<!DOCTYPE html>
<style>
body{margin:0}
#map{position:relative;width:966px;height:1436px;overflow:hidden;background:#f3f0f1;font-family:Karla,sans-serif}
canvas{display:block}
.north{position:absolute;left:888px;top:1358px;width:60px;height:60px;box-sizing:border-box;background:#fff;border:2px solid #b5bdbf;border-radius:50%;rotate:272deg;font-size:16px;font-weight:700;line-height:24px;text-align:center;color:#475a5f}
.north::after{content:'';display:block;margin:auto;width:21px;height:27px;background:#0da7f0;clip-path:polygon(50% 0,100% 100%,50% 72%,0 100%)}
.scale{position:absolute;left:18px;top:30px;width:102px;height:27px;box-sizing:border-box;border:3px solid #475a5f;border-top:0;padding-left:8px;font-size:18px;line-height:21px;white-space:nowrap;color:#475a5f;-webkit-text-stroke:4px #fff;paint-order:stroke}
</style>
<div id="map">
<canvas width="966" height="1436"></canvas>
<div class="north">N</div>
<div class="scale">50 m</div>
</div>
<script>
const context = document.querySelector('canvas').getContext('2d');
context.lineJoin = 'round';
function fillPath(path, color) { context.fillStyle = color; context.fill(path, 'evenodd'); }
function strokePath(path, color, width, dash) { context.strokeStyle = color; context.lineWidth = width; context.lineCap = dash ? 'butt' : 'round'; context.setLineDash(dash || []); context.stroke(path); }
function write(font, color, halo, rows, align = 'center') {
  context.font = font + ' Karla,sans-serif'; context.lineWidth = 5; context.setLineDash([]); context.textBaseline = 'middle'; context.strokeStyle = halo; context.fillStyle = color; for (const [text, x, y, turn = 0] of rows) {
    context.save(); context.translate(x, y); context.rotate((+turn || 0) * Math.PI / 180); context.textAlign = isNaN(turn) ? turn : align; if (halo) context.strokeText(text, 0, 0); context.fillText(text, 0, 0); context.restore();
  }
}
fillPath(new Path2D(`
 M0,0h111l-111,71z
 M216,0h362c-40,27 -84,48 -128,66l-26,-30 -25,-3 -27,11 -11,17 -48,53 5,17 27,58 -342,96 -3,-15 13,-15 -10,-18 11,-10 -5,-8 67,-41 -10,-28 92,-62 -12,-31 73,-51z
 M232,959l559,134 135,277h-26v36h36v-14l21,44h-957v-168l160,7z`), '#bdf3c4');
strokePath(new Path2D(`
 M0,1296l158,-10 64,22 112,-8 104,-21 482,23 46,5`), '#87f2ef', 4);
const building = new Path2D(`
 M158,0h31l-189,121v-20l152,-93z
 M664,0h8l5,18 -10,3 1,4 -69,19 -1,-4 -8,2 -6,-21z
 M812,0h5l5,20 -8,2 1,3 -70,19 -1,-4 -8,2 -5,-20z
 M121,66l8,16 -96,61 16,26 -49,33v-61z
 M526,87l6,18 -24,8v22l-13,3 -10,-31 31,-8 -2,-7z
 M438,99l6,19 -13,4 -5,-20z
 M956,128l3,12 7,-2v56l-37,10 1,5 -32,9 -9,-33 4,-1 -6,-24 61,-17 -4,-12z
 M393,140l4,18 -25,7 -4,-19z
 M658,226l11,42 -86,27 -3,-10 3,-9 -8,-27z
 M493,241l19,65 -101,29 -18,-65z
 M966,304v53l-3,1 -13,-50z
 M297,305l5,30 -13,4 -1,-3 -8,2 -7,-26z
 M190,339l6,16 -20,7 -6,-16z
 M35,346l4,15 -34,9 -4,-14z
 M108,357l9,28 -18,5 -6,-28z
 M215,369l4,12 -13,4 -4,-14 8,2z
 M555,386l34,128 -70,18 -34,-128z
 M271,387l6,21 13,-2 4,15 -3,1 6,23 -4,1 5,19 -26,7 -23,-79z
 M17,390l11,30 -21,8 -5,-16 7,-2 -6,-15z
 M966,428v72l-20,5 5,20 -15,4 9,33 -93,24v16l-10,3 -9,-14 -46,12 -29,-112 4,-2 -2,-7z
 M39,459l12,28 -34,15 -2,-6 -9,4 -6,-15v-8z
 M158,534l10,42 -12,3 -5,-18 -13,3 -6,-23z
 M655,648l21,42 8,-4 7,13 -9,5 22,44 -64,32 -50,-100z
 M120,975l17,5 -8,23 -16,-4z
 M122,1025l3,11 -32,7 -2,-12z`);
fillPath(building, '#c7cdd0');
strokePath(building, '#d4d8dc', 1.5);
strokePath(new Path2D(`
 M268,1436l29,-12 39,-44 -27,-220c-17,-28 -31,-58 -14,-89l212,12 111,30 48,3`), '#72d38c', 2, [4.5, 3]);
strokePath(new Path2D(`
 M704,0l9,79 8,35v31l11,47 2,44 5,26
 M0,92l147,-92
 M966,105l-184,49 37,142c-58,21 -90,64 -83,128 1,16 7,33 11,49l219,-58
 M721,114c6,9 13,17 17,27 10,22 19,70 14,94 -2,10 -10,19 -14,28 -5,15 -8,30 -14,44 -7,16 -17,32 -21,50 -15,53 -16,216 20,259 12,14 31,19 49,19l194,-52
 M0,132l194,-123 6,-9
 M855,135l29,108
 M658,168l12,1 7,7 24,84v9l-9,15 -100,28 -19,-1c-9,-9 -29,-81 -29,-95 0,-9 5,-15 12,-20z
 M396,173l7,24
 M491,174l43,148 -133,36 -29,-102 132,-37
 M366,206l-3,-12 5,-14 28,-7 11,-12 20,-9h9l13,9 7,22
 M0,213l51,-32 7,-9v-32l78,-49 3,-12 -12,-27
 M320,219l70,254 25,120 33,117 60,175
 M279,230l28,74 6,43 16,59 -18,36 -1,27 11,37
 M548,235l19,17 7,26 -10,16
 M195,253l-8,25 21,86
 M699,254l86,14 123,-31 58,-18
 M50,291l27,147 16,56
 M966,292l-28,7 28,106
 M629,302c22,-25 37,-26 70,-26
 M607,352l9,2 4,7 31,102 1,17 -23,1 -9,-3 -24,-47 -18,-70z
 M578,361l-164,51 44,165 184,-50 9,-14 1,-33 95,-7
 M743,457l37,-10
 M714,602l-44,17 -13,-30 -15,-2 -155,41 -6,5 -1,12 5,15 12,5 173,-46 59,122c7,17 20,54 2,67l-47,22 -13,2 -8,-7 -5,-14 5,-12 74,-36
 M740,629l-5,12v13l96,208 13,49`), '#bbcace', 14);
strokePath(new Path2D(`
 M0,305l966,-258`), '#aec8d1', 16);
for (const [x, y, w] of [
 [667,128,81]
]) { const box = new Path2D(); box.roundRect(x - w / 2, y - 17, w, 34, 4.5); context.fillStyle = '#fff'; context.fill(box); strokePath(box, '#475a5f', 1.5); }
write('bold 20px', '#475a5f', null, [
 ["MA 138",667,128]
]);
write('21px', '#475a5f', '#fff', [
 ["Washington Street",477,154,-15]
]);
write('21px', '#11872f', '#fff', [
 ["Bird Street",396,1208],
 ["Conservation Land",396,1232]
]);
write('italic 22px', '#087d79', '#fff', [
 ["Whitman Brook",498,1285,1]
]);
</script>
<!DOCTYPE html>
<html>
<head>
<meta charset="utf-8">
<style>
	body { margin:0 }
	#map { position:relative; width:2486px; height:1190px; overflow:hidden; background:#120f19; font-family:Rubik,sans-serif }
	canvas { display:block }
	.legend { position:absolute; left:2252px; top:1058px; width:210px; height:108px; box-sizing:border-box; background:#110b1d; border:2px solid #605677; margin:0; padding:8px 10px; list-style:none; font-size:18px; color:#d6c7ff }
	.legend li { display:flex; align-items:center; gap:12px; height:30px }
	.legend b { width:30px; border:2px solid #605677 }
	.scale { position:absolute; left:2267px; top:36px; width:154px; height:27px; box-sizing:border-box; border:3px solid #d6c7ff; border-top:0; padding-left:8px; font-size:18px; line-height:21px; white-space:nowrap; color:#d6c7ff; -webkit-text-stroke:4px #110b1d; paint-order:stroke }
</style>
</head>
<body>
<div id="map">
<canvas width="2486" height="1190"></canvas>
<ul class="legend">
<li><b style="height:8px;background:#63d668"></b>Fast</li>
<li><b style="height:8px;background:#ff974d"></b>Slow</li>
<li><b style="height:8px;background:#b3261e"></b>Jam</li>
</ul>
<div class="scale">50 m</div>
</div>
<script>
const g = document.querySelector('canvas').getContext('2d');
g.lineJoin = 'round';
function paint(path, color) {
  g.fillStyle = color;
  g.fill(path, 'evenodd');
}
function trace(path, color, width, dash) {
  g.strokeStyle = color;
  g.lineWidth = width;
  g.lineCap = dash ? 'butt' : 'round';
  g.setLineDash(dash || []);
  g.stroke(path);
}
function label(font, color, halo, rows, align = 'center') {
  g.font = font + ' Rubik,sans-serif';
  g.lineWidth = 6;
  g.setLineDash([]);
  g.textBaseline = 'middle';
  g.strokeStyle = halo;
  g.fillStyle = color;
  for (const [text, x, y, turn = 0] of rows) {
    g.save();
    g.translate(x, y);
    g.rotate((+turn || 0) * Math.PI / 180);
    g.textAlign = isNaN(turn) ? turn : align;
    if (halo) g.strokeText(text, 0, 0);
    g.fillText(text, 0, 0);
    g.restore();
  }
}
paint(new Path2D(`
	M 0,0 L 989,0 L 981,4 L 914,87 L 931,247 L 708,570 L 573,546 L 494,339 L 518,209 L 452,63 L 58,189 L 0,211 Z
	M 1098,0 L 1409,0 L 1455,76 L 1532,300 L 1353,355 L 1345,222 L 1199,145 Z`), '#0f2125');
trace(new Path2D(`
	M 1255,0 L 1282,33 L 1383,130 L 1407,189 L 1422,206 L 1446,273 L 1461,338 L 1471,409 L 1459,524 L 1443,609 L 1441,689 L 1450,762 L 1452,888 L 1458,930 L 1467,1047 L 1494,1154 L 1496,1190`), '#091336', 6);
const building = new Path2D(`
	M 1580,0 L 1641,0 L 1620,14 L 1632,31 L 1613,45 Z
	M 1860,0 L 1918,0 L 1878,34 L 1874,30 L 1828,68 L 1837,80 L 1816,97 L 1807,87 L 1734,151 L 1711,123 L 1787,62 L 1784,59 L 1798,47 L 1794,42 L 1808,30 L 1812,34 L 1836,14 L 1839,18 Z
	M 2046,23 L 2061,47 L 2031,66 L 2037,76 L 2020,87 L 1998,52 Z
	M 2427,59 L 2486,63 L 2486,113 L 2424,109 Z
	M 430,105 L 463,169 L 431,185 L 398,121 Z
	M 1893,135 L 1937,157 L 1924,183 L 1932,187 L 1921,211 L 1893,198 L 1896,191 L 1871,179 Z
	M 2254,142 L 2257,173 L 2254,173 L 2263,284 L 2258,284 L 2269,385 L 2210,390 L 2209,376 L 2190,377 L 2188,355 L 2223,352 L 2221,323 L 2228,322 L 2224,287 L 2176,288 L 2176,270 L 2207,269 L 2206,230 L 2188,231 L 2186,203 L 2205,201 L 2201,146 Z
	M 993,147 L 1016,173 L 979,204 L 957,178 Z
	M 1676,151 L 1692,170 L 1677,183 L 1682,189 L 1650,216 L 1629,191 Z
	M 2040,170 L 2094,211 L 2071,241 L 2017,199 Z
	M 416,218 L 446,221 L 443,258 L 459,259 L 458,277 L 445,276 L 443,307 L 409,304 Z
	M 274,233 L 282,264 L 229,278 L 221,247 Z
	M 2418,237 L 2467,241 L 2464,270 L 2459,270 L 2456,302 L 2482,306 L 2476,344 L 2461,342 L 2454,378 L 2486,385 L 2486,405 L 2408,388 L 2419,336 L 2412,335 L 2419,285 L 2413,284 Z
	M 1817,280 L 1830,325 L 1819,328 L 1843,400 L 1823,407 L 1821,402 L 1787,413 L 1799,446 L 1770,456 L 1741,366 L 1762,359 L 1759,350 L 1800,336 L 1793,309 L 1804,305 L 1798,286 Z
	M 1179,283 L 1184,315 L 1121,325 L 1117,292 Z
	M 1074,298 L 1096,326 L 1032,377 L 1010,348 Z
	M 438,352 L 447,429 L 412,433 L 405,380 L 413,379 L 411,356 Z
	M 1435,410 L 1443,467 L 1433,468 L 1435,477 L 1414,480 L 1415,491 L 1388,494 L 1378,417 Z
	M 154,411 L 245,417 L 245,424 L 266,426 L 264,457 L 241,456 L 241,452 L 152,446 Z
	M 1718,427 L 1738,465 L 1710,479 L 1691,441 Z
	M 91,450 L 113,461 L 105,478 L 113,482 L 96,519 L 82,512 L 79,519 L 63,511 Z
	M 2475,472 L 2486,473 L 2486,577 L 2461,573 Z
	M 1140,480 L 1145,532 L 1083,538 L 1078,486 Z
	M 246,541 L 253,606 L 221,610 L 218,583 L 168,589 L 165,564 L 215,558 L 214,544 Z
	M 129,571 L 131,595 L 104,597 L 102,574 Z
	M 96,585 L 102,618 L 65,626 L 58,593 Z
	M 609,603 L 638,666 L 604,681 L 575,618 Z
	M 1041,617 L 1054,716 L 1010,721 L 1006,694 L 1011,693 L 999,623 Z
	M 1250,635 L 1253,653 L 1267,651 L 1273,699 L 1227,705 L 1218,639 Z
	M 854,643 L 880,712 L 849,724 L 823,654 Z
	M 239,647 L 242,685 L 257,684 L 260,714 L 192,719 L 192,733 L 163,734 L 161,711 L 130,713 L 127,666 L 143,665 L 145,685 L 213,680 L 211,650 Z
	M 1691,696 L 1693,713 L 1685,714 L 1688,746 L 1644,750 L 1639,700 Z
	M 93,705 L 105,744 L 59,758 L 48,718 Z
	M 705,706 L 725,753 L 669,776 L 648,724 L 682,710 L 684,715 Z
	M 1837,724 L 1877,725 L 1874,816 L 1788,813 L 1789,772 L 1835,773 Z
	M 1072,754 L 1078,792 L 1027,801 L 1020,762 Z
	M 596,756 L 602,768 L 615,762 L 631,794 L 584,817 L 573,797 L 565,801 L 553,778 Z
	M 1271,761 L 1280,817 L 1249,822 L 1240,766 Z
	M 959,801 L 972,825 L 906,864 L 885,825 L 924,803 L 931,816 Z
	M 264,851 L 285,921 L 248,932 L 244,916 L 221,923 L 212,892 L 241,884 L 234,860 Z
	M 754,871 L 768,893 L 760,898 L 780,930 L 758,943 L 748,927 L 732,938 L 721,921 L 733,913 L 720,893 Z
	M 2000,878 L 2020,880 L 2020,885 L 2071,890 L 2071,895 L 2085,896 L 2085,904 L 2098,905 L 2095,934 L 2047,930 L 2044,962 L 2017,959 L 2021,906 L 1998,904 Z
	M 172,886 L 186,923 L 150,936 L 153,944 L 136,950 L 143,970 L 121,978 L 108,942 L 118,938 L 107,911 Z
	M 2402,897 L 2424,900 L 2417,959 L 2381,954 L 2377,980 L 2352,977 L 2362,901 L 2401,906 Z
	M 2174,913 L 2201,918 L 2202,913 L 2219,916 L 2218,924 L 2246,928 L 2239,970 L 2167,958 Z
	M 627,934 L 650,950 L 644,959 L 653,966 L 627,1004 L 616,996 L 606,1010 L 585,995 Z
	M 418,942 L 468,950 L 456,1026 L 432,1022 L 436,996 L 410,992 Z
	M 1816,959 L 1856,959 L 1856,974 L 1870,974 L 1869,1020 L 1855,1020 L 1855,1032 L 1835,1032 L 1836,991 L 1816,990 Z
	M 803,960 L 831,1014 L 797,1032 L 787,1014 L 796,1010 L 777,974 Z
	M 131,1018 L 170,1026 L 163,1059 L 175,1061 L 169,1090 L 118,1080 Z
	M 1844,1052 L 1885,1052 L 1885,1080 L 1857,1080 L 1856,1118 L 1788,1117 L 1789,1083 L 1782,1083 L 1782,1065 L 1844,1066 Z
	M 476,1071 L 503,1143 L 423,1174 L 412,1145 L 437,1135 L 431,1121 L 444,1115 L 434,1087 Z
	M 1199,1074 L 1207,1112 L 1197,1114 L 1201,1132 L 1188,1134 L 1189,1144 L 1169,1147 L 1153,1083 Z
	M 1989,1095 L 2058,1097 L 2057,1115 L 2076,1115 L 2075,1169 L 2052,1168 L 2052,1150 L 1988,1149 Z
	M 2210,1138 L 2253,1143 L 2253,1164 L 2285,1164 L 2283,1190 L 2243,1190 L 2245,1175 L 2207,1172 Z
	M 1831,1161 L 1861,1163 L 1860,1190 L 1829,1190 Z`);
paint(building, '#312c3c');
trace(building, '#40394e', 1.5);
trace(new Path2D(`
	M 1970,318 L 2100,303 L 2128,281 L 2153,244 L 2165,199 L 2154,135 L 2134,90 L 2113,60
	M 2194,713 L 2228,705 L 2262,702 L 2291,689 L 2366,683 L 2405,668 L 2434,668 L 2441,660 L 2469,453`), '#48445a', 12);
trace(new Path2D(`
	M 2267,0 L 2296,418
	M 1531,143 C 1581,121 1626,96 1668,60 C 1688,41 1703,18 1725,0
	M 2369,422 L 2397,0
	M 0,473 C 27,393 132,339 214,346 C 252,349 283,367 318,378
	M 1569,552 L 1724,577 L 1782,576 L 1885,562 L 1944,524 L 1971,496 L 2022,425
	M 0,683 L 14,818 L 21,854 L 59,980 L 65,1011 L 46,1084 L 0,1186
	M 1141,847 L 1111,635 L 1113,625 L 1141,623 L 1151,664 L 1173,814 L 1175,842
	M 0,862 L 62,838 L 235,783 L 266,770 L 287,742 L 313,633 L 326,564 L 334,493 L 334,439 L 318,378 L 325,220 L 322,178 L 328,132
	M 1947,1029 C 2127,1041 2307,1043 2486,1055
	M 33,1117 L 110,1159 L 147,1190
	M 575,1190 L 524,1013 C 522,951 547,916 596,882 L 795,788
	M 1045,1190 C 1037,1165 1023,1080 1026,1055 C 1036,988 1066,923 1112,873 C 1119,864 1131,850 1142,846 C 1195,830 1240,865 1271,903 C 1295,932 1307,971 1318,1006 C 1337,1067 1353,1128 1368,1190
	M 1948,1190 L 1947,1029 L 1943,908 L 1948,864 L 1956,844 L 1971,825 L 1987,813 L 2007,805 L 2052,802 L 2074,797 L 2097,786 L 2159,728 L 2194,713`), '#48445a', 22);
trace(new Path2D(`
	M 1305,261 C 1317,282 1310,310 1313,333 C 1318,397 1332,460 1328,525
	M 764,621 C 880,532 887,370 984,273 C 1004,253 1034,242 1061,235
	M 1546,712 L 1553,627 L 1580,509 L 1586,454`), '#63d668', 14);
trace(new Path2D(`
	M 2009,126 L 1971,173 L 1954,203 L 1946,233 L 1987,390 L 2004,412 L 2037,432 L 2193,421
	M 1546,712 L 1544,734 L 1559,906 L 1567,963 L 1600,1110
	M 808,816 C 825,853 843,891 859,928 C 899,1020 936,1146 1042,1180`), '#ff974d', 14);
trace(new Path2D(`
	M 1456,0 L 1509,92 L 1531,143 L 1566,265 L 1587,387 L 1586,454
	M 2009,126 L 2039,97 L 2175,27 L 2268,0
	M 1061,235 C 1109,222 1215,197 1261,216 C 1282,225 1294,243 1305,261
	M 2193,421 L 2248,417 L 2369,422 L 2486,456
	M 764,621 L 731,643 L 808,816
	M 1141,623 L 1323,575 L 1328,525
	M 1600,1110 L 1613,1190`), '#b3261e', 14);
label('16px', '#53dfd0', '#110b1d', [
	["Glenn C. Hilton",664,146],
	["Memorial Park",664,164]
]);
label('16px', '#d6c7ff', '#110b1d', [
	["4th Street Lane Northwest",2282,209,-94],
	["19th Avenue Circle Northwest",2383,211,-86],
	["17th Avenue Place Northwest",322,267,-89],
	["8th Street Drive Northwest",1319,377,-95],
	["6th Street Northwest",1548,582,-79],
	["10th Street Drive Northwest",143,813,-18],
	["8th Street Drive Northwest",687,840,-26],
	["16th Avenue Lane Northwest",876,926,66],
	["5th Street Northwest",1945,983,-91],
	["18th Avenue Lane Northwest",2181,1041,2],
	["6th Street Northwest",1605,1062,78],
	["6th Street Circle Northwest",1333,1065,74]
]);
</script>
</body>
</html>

━━━━━━━━━━━━━━━━

About this task | What you give back should be exactly the lines of the data above from the line with "M 96,585 L 102,618 L 65,626 L 58,593 Z" through the line with "M 1250,635 L", both of those included, and nothing more.

Response below |
	M 96,585 L 102,618 L 65,626 L 58,593 Z
	M 609,603 L 638,666 L 604,681 L 575,618 Z
	M 1041,617 L 1054,716 L 1010,721 L 1006,694 L 1011,693 L 999,623 Z
	M 1250,635 L 1253,653 L 1267,651 L 1273,699 L 1227,705 L 1218,639 Z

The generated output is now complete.